-------- RAW DATA

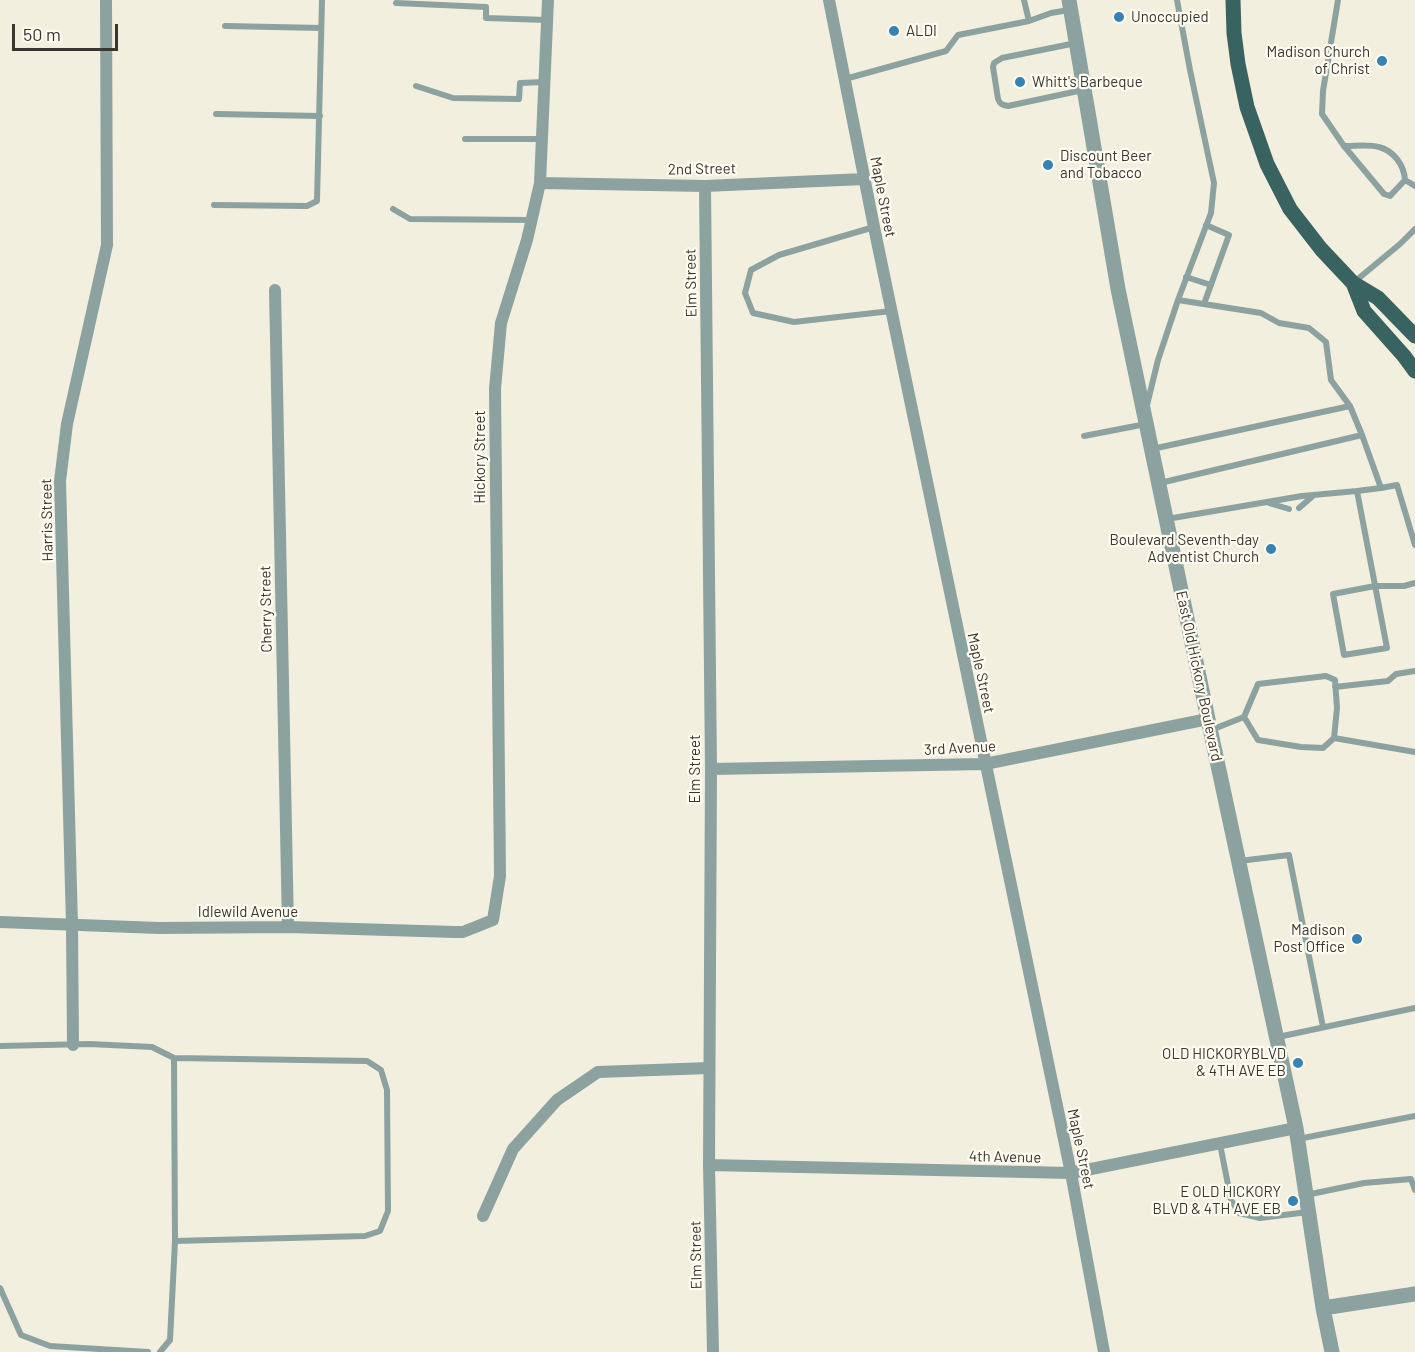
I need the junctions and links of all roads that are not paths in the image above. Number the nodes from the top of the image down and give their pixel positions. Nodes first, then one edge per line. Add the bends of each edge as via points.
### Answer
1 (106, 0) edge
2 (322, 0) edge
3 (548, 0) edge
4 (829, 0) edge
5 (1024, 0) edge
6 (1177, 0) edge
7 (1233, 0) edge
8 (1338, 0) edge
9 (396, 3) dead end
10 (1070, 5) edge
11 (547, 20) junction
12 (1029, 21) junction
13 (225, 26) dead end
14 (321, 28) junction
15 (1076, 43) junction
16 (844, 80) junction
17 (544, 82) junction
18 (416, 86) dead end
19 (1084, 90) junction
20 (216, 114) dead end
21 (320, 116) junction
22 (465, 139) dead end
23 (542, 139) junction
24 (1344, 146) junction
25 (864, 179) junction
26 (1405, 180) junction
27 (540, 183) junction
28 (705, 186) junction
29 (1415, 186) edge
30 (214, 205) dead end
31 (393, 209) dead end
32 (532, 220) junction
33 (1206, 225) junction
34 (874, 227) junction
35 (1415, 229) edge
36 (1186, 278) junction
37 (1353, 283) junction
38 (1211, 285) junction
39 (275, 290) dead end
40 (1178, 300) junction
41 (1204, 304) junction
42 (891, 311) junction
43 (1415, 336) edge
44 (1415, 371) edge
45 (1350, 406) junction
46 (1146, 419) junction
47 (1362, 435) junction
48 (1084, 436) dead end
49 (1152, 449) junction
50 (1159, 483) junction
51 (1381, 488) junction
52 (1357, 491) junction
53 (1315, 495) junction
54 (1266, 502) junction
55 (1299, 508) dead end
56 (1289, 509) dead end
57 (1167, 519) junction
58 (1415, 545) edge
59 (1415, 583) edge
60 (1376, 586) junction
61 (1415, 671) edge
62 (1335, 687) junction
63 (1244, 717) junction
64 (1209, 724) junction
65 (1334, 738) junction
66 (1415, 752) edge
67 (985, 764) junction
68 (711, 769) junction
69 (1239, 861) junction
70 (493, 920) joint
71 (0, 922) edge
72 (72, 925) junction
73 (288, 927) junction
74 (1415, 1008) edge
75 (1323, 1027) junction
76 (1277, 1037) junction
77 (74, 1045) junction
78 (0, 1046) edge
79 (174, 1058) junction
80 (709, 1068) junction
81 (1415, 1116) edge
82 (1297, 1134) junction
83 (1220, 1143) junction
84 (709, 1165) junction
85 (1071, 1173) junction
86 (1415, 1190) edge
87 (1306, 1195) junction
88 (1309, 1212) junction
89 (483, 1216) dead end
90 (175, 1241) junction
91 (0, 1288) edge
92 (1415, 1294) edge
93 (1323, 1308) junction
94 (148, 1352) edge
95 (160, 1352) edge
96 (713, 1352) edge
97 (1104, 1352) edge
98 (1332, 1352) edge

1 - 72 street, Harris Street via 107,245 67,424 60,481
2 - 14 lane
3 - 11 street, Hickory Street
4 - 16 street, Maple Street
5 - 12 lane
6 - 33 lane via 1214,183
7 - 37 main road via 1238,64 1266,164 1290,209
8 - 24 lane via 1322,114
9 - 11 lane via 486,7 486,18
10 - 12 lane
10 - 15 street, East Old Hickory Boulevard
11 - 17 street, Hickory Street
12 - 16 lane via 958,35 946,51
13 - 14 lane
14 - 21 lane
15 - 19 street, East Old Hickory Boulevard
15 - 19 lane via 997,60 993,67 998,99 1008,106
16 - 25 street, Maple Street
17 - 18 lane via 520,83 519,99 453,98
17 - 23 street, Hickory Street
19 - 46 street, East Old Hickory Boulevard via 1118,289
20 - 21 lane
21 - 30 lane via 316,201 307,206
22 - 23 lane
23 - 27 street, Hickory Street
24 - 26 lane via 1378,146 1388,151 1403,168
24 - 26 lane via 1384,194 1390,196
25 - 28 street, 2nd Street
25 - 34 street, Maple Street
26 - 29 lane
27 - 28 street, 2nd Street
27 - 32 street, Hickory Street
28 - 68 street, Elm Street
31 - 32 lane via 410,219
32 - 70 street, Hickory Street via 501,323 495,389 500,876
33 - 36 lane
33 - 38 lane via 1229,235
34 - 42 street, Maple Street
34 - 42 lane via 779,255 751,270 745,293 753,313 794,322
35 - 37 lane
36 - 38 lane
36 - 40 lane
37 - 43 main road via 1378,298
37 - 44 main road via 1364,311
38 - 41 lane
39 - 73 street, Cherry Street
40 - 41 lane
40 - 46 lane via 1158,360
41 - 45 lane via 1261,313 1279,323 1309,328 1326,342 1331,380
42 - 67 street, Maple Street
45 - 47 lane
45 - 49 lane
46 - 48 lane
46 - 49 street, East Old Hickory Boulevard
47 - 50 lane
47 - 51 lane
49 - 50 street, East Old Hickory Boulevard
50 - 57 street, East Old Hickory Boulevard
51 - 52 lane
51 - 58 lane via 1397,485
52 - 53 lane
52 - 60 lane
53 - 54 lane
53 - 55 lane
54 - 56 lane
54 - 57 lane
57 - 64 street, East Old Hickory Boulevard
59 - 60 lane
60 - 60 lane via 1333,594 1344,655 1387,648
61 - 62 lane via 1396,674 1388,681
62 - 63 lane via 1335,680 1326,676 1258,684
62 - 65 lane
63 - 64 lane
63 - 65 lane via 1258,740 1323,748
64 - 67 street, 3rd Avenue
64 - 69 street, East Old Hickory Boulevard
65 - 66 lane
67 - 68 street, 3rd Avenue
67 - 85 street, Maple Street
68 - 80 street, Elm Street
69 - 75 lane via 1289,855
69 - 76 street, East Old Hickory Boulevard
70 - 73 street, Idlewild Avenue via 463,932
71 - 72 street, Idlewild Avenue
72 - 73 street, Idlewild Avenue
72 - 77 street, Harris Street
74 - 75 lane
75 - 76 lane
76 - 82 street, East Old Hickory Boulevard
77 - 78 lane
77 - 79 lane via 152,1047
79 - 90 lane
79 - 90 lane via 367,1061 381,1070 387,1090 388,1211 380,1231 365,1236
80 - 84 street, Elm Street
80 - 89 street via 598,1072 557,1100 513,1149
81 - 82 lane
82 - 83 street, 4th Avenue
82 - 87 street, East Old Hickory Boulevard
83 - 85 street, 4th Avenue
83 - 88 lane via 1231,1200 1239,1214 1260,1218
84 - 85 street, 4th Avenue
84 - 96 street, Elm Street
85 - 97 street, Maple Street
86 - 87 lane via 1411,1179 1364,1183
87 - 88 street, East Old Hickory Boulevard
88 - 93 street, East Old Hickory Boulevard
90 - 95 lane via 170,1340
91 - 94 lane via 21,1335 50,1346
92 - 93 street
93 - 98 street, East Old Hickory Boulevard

----------------

• PROBLEM DESCRIPTION: Your answer must be an exact repeat of all the records, minus the pictures.

• REPLY TO THE EXERCISE:
I need the junctions and links of all roads that are not paths in the image above. Number the nodes from the top of the image down and give their pixel positions. Nodes first, then one edge per line. Add the bends of each edge as via points.
### Answer
1 (106, 0) edge
2 (322, 0) edge
3 (548, 0) edge
4 (829, 0) edge
5 (1024, 0) edge
6 (1177, 0) edge
7 (1233, 0) edge
8 (1338, 0) edge
9 (396, 3) dead end
10 (1070, 5) edge
11 (547, 20) junction
12 (1029, 21) junction
13 (225, 26) dead end
14 (321, 28) junction
15 (1076, 43) junction
16 (844, 80) junction
17 (544, 82) junction
18 (416, 86) dead end
19 (1084, 90) junction
20 (216, 114) dead end
21 (320, 116) junction
22 (465, 139) dead end
23 (542, 139) junction
24 (1344, 146) junction
25 (864, 179) junction
26 (1405, 180) junction
27 (540, 183) junction
28 (705, 186) junction
29 (1415, 186) edge
30 (214, 205) dead end
31 (393, 209) dead end
32 (532, 220) junction
33 (1206, 225) junction
34 (874, 227) junction
35 (1415, 229) edge
36 (1186, 278) junction
37 (1353, 283) junction
38 (1211, 285) junction
39 (275, 290) dead end
40 (1178, 300) junction
41 (1204, 304) junction
42 (891, 311) junction
43 (1415, 336) edge
44 (1415, 371) edge
45 (1350, 406) junction
46 (1146, 419) junction
47 (1362, 435) junction
48 (1084, 436) dead end
49 (1152, 449) junction
50 (1159, 483) junction
51 (1381, 488) junction
52 (1357, 491) junction
53 (1315, 495) junction
54 (1266, 502) junction
55 (1299, 508) dead end
56 (1289, 509) dead end
57 (1167, 519) junction
58 (1415, 545) edge
59 (1415, 583) edge
60 (1376, 586) junction
61 (1415, 671) edge
62 (1335, 687) junction
63 (1244, 717) junction
64 (1209, 724) junction
65 (1334, 738) junction
66 (1415, 752) edge
67 (985, 764) junction
68 (711, 769) junction
69 (1239, 861) junction
70 (493, 920) joint
71 (0, 922) edge
72 (72, 925) junction
73 (288, 927) junction
74 (1415, 1008) edge
75 (1323, 1027) junction
76 (1277, 1037) junction
77 (74, 1045) junction
78 (0, 1046) edge
79 (174, 1058) junction
80 (709, 1068) junction
81 (1415, 1116) edge
82 (1297, 1134) junction
83 (1220, 1143) junction
84 (709, 1165) junction
85 (1071, 1173) junction
86 (1415, 1190) edge
87 (1306, 1195) junction
88 (1309, 1212) junction
89 (483, 1216) dead end
90 (175, 1241) junction
91 (0, 1288) edge
92 (1415, 1294) edge
93 (1323, 1308) junction
94 (148, 1352) edge
95 (160, 1352) edge
96 (713, 1352) edge
97 (1104, 1352) edge
98 (1332, 1352) edge

1 - 72 street, Harris Street via 107,245 67,424 60,481
2 - 14 lane
3 - 11 street, Hickory Street
4 - 16 street, Maple Street
5 - 12 lane
6 - 33 lane via 1214,183
7 - 37 main road via 1238,64 1266,164 1290,209
8 - 24 lane via 1322,114
9 - 11 lane via 486,7 486,18
10 - 12 lane
10 - 15 street, East Old Hickory Boulevard
11 - 17 street, Hickory Street
12 - 16 lane via 958,35 946,51
13 - 14 lane
14 - 21 lane
15 - 19 street, East Old Hickory Boulevard
15 - 19 lane via 997,60 993,67 998,99 1008,106
16 - 25 street, Maple Street
17 - 18 lane via 520,83 519,99 453,98
17 - 23 street, Hickory Street
19 - 46 street, East Old Hickory Boulevard via 1118,289
20 - 21 lane
21 - 30 lane via 316,201 307,206
22 - 23 lane
23 - 27 street, Hickory Street
24 - 26 lane via 1378,146 1388,151 1403,168
24 - 26 lane via 1384,194 1390,196
25 - 28 street, 2nd Street
25 - 34 street, Maple Street
26 - 29 lane
27 - 28 street, 2nd Street
27 - 32 street, Hickory Street
28 - 68 street, Elm Street
31 - 32 lane via 410,219
32 - 70 street, Hickory Street via 501,323 495,389 500,876
33 - 36 lane
33 - 38 lane via 1229,235
34 - 42 street, Maple Street
34 - 42 lane via 779,255 751,270 745,293 753,313 794,322
35 - 37 lane
36 - 38 lane
36 - 40 lane
37 - 43 main road via 1378,298
37 - 44 main road via 1364,311
38 - 41 lane
39 - 73 street, Cherry Street
40 - 41 lane
40 - 46 lane via 1158,360
41 - 45 lane via 1261,313 1279,323 1309,328 1326,342 1331,380
42 - 67 street, Maple Street
45 - 47 lane
45 - 49 lane
46 - 48 lane
46 - 49 street, East Old Hickory Boulevard
47 - 50 lane
47 - 51 lane
49 - 50 street, East Old Hickory Boulevard
50 - 57 street, East Old Hickory Boulevard
51 - 52 lane
51 - 58 lane via 1397,485
52 - 53 lane
52 - 60 lane
53 - 54 lane
53 - 55 lane
54 - 56 lane
54 - 57 lane
57 - 64 street, East Old Hickory Boulevard
59 - 60 lane
60 - 60 lane via 1333,594 1344,655 1387,648
61 - 62 lane via 1396,674 1388,681
62 - 63 lane via 1335,680 1326,676 1258,684
62 - 65 lane
63 - 64 lane
63 - 65 lane via 1258,740 1323,748
64 - 67 street, 3rd Avenue
64 - 69 street, East Old Hickory Boulevard
65 - 66 lane
67 - 68 street, 3rd Avenue
67 - 85 street, Maple Street
68 - 80 street, Elm Street
69 - 75 lane via 1289,855
69 - 76 street, East Old Hickory Boulevard
70 - 73 street, Idlewild Avenue via 463,932
71 - 72 street, Idlewild Avenue
72 - 73 street, Idlewild Avenue
72 - 77 street, Harris Street
74 - 75 lane
75 - 76 lane
76 - 82 street, East Old Hickory Boulevard
77 - 78 lane
77 - 79 lane via 152,1047
79 - 90 lane
79 - 90 lane via 367,1061 381,1070 387,1090 388,1211 380,1231 365,1236
80 - 84 street, Elm Street
80 - 89 street via 598,1072 557,1100 513,1149
81 - 82 lane
82 - 83 street, 4th Avenue
82 - 87 street, East Old Hickory Boulevard
83 - 85 street, 4th Avenue
83 - 88 lane via 1231,1200 1239,1214 1260,1218
84 - 85 street, 4th Avenue
84 - 96 street, Elm Street
85 - 97 street, Maple Street
86 - 87 lane via 1411,1179 1364,1183
87 - 88 street, East Old Hickory Boulevard
88 - 93 street, East Old Hickory Boulevard
90 - 95 lane via 170,1340
91 - 94 lane via 21,1335 50,1346
92 - 93 street
93 - 98 street, East Old Hickory Boulevard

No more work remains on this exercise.